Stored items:
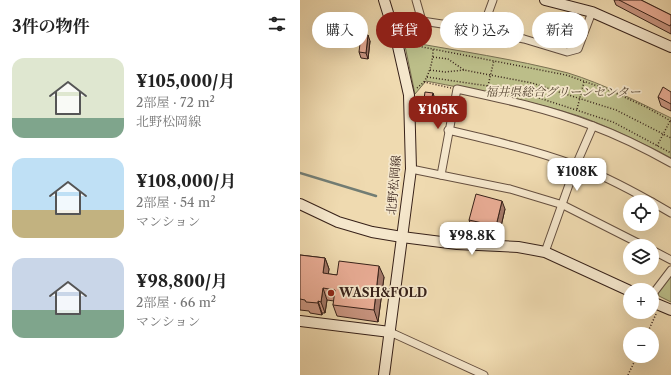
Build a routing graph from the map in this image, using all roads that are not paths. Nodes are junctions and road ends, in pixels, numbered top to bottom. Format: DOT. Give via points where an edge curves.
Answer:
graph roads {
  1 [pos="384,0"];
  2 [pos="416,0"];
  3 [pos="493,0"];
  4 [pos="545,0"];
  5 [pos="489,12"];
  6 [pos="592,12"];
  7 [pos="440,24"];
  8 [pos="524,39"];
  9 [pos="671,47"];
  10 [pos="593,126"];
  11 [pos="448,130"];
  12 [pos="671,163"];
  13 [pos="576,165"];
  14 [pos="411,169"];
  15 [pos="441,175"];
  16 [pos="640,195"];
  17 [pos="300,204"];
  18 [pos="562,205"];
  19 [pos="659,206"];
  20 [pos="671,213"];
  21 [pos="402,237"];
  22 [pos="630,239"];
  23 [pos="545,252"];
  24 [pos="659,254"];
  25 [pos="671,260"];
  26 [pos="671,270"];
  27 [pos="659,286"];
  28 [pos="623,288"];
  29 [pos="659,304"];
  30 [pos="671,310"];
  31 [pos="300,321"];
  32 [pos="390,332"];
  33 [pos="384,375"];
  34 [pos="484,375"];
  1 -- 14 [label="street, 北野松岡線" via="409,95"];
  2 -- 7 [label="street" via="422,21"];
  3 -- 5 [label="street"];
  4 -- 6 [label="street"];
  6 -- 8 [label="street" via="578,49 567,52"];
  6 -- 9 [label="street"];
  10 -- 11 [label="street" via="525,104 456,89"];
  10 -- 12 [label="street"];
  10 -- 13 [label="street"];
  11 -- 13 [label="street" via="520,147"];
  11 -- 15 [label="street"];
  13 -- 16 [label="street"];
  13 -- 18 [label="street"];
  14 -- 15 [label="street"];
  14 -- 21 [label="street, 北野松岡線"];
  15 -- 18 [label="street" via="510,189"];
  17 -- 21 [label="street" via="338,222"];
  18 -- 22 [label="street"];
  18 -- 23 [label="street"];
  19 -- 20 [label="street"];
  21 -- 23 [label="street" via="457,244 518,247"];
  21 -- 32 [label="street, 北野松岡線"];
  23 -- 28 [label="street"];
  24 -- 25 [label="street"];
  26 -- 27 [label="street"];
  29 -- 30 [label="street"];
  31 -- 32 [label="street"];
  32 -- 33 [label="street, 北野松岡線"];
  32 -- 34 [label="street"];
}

==

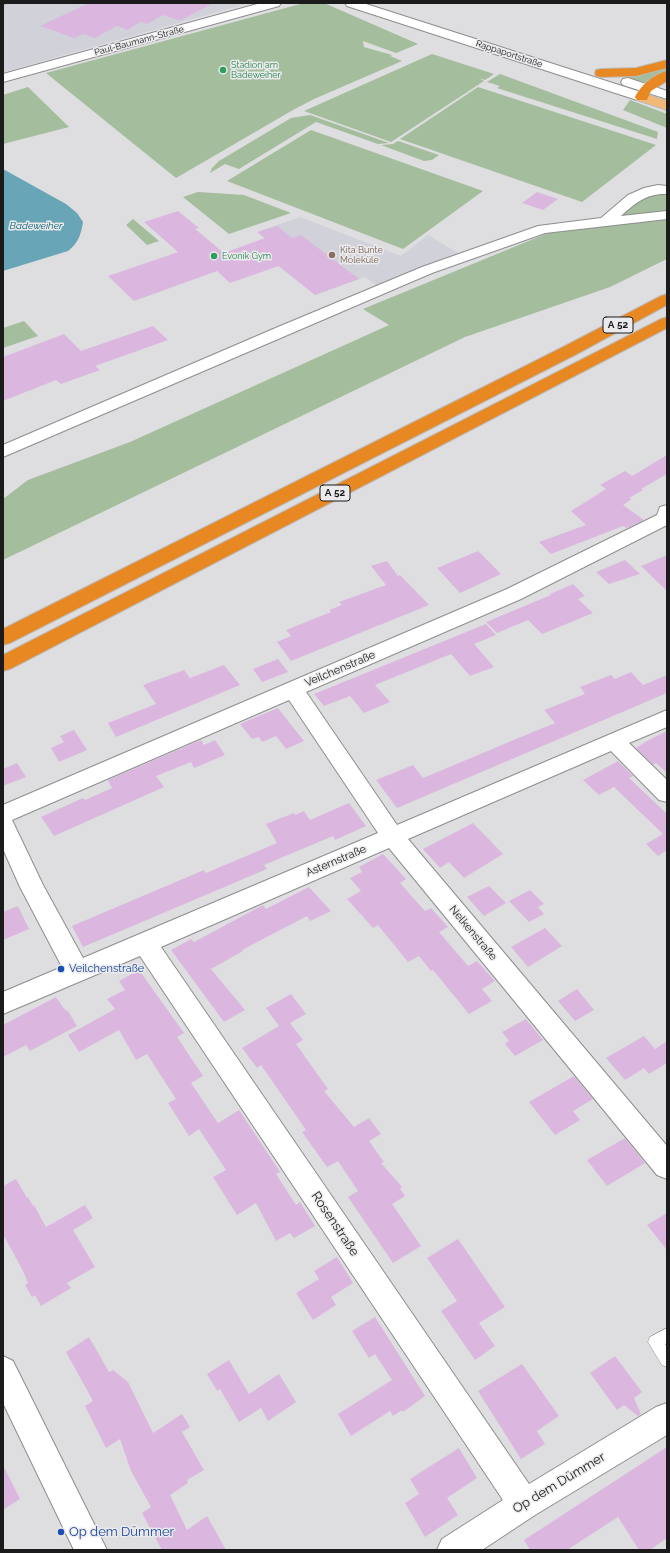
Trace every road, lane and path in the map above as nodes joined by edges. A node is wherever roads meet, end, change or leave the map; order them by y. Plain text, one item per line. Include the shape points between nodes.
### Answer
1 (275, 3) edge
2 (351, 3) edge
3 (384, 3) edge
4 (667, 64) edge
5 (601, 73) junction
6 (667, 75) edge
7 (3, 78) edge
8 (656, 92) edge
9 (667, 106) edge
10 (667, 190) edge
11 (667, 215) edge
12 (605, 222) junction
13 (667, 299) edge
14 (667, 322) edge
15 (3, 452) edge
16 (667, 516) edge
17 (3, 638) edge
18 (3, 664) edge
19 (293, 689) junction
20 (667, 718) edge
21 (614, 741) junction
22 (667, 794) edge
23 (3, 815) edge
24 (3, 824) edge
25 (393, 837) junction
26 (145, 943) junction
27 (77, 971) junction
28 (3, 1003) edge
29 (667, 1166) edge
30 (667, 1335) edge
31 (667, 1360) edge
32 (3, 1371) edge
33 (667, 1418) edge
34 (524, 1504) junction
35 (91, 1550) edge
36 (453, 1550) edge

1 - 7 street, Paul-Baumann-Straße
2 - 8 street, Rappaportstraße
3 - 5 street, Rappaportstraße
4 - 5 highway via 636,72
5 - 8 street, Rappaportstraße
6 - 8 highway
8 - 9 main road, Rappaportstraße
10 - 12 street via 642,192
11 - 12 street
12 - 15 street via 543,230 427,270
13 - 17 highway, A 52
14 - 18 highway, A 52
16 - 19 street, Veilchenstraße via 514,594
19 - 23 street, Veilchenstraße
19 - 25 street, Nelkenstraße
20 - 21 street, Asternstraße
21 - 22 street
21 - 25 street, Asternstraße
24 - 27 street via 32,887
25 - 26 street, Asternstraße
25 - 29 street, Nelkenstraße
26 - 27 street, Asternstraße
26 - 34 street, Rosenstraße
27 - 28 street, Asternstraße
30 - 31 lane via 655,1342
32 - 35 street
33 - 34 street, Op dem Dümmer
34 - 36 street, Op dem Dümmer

* * *

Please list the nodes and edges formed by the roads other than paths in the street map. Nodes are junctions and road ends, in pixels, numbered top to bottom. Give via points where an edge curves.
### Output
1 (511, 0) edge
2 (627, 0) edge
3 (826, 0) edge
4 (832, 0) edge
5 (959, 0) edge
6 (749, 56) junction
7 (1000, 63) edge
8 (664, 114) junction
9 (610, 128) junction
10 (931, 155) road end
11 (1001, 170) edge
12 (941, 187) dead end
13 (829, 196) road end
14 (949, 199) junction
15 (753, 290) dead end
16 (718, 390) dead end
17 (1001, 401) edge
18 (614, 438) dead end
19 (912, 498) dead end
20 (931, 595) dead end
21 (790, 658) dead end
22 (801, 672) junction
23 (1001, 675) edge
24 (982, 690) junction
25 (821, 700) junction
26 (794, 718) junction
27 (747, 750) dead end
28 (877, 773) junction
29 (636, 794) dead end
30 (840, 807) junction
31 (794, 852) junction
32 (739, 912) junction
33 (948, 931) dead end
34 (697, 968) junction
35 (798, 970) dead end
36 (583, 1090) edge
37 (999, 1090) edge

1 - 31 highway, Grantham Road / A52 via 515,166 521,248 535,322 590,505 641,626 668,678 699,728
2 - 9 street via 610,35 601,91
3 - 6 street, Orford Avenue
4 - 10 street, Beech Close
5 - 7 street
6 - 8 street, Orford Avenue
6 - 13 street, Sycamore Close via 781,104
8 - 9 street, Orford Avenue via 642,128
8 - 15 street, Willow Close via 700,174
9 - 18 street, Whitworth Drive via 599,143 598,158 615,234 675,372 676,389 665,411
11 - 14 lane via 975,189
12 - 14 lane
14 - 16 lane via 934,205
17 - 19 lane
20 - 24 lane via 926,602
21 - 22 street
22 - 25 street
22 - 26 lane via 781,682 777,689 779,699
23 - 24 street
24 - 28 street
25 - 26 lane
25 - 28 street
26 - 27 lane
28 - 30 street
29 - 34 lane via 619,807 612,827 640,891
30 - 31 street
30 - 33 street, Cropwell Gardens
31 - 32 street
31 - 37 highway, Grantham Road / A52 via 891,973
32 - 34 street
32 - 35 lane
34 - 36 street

• **YOUR ASSIGNMENT**:
For the string "Avenue", give the number of lines in the data that contain it, and only that number.

• **ANSWER**:
3